Give back the records below exactly, omitting the pictures.

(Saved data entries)
========

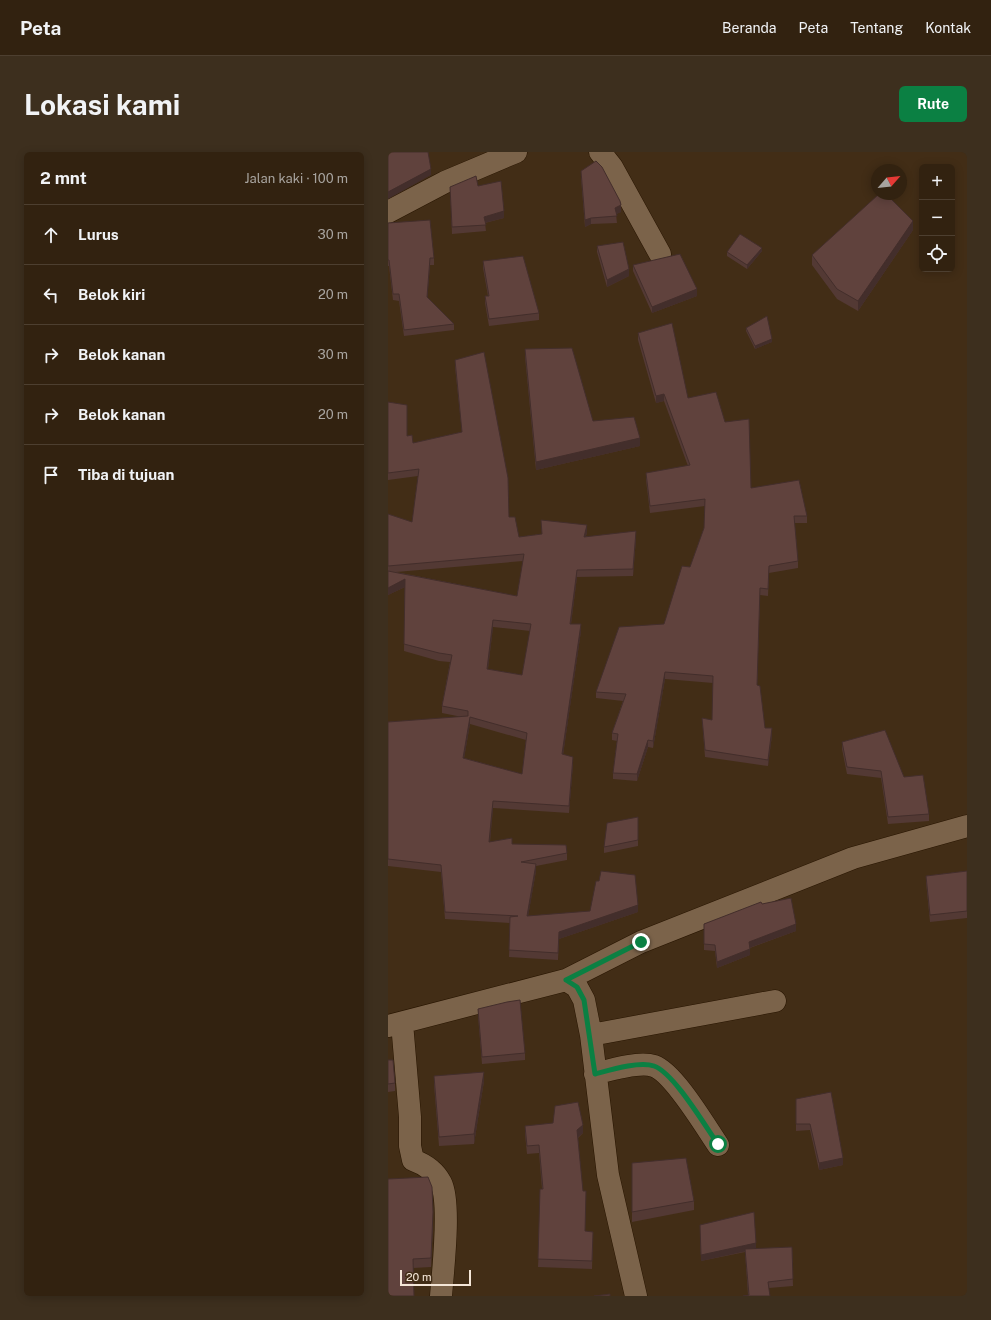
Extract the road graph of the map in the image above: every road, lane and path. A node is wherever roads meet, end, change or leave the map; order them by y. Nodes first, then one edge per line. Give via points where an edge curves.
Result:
1 (516, 152) edge
2 (600, 152) edge
3 (388, 212) edge
4 (660, 254) dead end
5 (967, 826) edge
6 (566, 980) junction
7 (775, 1001) dead end
8 (395, 1024) edge
9 (591, 1035) junction
10 (595, 1074) junction
11 (718, 1144) dead end
12 (441, 1296) edge
13 (636, 1296) edge

1 - 3 street via 445,182
2 - 4 street via 612,167
5 - 6 street via 853,858 641,942
6 - 8 street
6 - 9 street via 577,987 584,1000
7 - 9 street
8 - 12 street via 410,1117 410,1146 413,1160 432,1171 441,1183 446,1202
9 - 10 street
10 - 11 street via 630,1066 654,1066 675,1082
10 - 13 street via 608,1175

========

Answer to the exercise:
Extract the road graph of the map in the image above: every road, lane and path. A node is wherever roads meet, end, change or leave the map; order them by y. Nodes first, then one edge per line. Give via points where an edge curves.
Result:
1 (516, 152) edge
2 (600, 152) edge
3 (388, 212) edge
4 (660, 254) dead end
5 (967, 826) edge
6 (566, 980) junction
7 (775, 1001) dead end
8 (395, 1024) edge
9 (591, 1035) junction
10 (595, 1074) junction
11 (718, 1144) dead end
12 (441, 1296) edge
13 (636, 1296) edge

1 - 3 street via 445,182
2 - 4 street via 612,167
5 - 6 street via 853,858 641,942
6 - 8 street
6 - 9 street via 577,987 584,1000
7 - 9 street
8 - 12 street via 410,1117 410,1146 413,1160 432,1171 441,1183 446,1202
9 - 10 street
10 - 11 street via 630,1066 654,1066 675,1082
10 - 13 street via 608,1175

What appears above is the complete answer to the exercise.